What must be included in the notice of a members’ meeting?
Notice of a members’ meeting must specify the time and place of the meeting and any other information required by the NFP’s by-laws. If special business will be transacted at the meeting, the notice must also state:
- the nature of the special business in sufficient detail to permit a member to form a reasoned judgment on the special business; and
- if the members will be asked to pass a special resolution at the meeting (that is, a resolution passed by at least two-thirds of the votes cast), then the text of the special resolution must be included with the notice.
Are there different types of directors’ meetings?
Under the CNCA and the Regulations, there are no specific types of or names for directors’ meetings as there are for members’ meetings, although the by-laws of some NFPs make a distinction between regular and special meetings. If so, regular meetings are typically directors’ meetings scheduled in advance throughout a year, such as 7:00 p.m. on the first Tuesday of every month, whereas special meetings are those called for a specific purpose closer to the date of the meeting on a day other than the day of a regular meeting.
Can directors pass resolutions other than at a meeting?
Directors can pass a resolution (dealing with any business) if it is in writing and signed by 100% of the directors entitled to vote on that resolution.
When should a directors’ meeting be held?
Directors should meet regularly to oversee the management of the activities and affairs of the NFP.
In particular, a directors’ meeting should be held annually to approve the NFP’s financial statements before they are circulated to the members in advance of the annual members’ meeting. If an NFP is a Canadian registered charity, the annual Registered Charity Information Return should also be approved at a directors’ meeting, before the Return is filed with the Canada Revenue Agency.

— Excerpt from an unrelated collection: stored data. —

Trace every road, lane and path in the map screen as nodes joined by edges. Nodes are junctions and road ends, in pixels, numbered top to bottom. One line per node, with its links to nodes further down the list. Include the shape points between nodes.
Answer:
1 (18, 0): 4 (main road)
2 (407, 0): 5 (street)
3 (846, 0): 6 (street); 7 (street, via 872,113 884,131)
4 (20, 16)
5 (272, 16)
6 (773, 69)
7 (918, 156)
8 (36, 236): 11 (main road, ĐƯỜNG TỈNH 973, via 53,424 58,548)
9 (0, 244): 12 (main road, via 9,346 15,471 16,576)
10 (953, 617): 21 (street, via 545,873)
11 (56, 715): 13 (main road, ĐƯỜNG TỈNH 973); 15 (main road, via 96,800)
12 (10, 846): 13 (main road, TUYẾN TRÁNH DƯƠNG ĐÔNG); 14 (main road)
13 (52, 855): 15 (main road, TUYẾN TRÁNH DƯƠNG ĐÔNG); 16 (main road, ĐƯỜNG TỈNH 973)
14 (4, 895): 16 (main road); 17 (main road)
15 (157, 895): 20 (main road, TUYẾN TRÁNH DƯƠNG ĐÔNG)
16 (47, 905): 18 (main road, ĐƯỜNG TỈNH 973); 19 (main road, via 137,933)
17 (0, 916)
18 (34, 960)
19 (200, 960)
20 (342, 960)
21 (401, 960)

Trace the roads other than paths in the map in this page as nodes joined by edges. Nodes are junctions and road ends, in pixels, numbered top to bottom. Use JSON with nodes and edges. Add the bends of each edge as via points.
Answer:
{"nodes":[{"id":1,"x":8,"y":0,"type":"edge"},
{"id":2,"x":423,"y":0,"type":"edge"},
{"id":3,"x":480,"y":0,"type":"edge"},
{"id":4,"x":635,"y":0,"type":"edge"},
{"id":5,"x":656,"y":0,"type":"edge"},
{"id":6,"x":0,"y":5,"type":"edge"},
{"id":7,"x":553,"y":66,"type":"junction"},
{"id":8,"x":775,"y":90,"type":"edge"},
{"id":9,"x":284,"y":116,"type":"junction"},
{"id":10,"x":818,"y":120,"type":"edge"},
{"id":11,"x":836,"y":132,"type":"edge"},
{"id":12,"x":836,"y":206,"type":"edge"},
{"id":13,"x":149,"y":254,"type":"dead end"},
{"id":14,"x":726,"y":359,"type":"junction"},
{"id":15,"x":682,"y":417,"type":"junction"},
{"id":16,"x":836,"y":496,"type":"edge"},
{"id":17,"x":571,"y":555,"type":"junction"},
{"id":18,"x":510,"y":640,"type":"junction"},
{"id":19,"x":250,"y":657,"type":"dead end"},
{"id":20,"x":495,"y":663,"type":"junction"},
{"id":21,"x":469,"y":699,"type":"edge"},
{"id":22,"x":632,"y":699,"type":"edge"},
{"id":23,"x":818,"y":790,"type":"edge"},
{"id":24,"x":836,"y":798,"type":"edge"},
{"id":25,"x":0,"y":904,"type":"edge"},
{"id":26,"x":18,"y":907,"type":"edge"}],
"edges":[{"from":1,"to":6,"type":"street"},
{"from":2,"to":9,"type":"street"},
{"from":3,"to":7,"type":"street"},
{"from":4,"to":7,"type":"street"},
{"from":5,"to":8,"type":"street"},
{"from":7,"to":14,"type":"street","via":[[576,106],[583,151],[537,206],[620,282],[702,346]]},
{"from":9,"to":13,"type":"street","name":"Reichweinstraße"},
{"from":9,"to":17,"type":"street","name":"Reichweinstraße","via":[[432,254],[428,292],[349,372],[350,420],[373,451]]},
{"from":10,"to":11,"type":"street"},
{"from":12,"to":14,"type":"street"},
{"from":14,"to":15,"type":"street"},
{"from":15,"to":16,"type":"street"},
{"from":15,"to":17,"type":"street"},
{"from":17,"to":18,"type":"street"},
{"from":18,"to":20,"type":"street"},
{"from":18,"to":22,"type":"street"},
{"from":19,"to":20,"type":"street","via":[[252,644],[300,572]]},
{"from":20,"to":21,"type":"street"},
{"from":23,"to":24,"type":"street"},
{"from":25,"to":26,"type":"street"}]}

In addition, if the directors of an NFP appoint its officers, then a directors’ meeting must be held to do so, immediately or shortly after an annual members’ meeting, subject to an NFP’s by-laws.
What must be included in a notice for a directors’ meeting?
Generally, notice of a directors’ meeting must only specify the date, time and place of the meeting. It does not need to specify the business to be conducted at the meeting, unless the by-laws provide otherwise or any of the following will be considered at the meeting:
- the submission of any issue to the members for their approval;
- filling a vacancy among the directors or the public account or appointing additional directors;
- issuing debt obligations except as authorized by the directors; • approving financial statements;
- adopting, amending or repealing by-laws; or
- establishing membership dues or contributions.
Are there any other requirements for the holding of a directors’ meeting?
The requirements for a NFP’s directors’ meeting, such as where and when it can be held, and the notice required, are determined by its bylaws and articles.
When planning a members’ or directors’ meeting, an NFP should ensure that it is aware of the requirements of the CNCA and the Regulations for the specific type of meeting being held. An NFP should also review its articles and by-laws to determine if they contain any provisions that address the holding of the type of meeting being organized.